Позвонив официанту Адольфу, сообщила, что приболела, а потом прослезилась: «Быть тебе в раю за твою доброту! Теперь, пожалуй, перетрахаю всех художников, а затем и штабистов!» Даже спросила, с кого лучше начинать – с живописцев, графиков или скульпторов? Так что Туз не жалел об усердии, надеясь на еще более щедрые ссуды и списание старых долгов.

Подчас волны его исходили эдак самопроизвольно, безнадзорными кругами, захлестывая кого ни попадя, вроде Адольфа, известного во всех московских домах небесной голубизной. После двенадцати, когда ресторан закрывался и оставались самые надежные заговорщики, чинный Адольф сразу оборачивался добрейшим Адиком, выходившим с кухни в одних лишь плавках и «бабочке», но с полным подносом недоеденного и недопитого.

Присаживаясь за стол, рассказывал душевно, словно оправдываясь, как был совращен во время оккупации Симферополя неким эсэсовцем Фрицем.
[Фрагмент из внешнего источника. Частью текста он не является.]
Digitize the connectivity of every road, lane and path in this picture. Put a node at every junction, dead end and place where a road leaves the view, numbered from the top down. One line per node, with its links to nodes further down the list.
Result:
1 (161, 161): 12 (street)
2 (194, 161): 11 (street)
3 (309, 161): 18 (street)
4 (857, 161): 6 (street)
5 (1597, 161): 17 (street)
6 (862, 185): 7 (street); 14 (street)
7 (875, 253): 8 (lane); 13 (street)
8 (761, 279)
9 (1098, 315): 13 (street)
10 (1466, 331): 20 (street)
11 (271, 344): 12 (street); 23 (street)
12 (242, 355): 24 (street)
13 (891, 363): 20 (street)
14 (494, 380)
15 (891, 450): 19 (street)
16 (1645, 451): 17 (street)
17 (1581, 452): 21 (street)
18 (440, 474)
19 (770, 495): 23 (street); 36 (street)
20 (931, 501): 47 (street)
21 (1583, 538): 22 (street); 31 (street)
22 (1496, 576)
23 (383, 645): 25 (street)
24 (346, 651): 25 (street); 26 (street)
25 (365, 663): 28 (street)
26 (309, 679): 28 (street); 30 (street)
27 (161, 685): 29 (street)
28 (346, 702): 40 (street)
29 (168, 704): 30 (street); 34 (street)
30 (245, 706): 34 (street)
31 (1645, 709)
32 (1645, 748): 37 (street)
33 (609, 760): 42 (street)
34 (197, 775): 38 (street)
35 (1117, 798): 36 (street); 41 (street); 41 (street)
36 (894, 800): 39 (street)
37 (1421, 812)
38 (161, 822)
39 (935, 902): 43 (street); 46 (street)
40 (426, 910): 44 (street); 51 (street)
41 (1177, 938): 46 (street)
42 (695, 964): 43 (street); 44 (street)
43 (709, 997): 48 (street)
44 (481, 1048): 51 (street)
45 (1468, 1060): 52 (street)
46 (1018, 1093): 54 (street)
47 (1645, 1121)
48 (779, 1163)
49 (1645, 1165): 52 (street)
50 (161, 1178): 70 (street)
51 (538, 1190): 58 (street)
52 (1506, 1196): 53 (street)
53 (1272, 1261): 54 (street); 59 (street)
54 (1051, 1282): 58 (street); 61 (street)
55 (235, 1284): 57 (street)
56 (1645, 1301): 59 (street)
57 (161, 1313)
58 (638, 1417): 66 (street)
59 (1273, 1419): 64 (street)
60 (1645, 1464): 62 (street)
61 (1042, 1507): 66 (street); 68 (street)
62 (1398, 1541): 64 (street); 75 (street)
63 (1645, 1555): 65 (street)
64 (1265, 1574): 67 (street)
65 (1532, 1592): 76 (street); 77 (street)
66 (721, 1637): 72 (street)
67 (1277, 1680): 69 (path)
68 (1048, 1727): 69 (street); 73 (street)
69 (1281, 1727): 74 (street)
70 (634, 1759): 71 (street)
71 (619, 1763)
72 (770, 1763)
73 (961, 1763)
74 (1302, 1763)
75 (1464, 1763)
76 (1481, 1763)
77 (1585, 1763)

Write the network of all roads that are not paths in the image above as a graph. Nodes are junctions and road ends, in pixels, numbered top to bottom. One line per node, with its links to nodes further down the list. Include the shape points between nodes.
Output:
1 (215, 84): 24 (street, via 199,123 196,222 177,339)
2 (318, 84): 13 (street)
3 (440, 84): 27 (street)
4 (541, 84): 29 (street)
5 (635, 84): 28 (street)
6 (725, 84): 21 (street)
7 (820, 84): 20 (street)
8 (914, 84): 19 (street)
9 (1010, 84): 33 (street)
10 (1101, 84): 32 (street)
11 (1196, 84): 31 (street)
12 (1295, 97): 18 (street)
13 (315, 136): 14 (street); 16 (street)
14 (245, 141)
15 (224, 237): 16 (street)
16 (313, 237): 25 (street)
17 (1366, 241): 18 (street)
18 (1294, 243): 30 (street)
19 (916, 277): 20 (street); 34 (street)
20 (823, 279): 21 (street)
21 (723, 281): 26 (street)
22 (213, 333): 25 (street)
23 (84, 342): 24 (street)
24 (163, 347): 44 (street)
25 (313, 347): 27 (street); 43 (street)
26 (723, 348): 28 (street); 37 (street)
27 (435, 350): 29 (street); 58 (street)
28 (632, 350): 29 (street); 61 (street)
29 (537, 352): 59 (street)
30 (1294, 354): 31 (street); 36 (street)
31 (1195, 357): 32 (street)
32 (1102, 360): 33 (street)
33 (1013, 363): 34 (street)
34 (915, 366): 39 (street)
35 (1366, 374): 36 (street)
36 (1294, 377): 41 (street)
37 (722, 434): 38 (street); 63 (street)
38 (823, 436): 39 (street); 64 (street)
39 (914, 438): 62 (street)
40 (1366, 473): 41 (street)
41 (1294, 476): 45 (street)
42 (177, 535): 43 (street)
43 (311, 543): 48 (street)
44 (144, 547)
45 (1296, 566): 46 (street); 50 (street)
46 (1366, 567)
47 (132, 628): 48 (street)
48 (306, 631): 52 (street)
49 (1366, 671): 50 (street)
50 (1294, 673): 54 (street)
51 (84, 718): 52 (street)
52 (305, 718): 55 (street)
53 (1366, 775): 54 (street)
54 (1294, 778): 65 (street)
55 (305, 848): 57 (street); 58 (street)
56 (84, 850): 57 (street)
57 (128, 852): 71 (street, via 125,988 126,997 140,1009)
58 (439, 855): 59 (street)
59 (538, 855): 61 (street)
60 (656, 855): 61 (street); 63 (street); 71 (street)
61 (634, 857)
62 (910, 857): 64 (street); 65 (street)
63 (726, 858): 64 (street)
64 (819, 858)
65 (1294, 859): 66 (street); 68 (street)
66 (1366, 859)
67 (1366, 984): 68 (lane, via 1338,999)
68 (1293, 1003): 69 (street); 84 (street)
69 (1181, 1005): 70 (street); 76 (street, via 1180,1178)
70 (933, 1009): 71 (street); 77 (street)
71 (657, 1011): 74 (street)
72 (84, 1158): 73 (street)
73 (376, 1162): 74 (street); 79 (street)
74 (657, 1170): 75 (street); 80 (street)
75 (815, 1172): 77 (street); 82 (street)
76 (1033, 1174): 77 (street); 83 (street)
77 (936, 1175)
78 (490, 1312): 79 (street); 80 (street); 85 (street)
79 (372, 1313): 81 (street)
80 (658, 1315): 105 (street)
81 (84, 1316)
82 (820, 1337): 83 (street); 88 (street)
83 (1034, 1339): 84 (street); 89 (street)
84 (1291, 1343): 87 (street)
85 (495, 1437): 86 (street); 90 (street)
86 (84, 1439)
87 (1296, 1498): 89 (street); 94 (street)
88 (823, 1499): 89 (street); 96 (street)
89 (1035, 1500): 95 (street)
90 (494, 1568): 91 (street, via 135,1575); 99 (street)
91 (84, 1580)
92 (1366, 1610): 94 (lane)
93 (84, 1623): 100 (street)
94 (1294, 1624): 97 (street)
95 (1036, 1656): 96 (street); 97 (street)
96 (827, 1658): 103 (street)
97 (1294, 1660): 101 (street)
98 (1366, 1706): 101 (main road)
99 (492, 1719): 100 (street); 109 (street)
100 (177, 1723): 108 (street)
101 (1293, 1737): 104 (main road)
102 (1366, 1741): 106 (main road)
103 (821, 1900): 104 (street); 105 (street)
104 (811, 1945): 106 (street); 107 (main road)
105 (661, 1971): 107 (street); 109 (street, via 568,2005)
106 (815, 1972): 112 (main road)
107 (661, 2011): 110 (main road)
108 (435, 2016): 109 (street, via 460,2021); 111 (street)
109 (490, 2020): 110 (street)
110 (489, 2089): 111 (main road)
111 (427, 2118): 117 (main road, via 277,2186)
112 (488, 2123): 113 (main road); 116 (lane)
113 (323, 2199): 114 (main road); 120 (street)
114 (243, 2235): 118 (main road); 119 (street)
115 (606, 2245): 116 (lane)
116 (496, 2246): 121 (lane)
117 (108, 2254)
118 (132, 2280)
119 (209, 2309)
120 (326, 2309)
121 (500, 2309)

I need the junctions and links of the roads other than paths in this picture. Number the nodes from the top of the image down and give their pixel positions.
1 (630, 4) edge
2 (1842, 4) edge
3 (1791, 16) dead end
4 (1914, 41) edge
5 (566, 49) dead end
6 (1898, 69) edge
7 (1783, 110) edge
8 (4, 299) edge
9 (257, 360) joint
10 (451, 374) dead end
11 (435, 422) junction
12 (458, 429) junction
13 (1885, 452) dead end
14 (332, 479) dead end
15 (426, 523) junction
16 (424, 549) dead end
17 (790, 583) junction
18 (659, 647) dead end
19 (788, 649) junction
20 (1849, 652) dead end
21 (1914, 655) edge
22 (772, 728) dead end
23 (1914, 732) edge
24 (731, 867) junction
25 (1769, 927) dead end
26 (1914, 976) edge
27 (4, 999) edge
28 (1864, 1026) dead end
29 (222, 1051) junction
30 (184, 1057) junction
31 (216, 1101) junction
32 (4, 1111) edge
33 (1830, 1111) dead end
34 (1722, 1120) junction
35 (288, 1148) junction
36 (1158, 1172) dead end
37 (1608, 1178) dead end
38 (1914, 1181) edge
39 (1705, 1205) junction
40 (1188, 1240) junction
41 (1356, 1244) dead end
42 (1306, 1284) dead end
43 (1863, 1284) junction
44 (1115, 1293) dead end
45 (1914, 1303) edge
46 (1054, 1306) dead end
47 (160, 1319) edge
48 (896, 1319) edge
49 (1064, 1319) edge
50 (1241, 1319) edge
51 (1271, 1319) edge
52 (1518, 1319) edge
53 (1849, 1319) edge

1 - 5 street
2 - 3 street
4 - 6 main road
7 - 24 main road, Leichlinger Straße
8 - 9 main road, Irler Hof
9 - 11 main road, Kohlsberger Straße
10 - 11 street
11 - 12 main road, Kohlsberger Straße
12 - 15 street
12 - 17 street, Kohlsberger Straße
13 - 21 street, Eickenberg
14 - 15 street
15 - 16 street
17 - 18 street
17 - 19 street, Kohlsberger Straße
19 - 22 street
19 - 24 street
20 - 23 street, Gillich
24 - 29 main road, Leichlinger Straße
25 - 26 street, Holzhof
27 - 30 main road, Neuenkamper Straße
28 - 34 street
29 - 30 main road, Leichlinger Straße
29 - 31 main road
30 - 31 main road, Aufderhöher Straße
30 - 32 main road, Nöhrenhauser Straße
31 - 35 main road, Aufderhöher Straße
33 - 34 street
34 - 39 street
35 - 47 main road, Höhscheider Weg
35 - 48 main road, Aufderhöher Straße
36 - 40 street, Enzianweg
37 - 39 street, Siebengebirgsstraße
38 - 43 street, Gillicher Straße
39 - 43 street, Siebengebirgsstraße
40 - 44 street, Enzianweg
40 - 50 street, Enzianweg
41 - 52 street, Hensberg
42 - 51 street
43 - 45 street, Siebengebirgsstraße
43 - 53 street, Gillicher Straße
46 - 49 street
Тут возникала путаница. То ли немец полюбил Адольфа за великое имя, то ли сам перекрестил в честь вождя, надеясь, что у мальчика будет славная судьба, – Туз не понимал, поскольку Адик сбивался и всхлипывал, вспоминая, как на его глазах расстреляли Фрица. Так или иначе, но имя не сработало. Может, в Германии он и достиг бы высот, а в косном отечестве, напротив, опустился почти до уровня полового.

«Не было у нас в домах деревянных полов, а только земляные, – издалека и туманно объяснял свое падение. – Обычно-то половицы поют, говорят, напоминая ребенку, кто он таков в этом доме и мире. А что земля скажет? Молчит, мать ее сырая! Отсюда незнание своей природы. Словом, полная неразбериха, – вздыхал Адик, заглядывая в глаза и норовя погладить руку. – Нет, мне нравятся женщины, но мальчики больше»…

Конечно, эта трогательная половая догадка хотя бы с исторической точки зрения не выдерживала – трудно вообразить, насколько растеряны были древние люди до тех пор, пока не появилось в домах деревянное покрытие. У Адика, впрочем, имелась про запас еще теория о тайном нацистском плане «Перверсо», по которому фашисты нарочно развращали большевистских детей, дабы на долгие годы снизить рождаемость в стране. «Но я не поддался, – гордо, как орден, поправлял „бабочку“. – У меня четыре дочки-красавицы на выданье. Поехали в гости, сейчас познакомлю!»

Как-то уговорил безусого лейтенанта, которого с тех пор не видели в доме на Гоголевском. «Так ты, братец, всех штабистов отвадишь!» – поощряли Адика художники.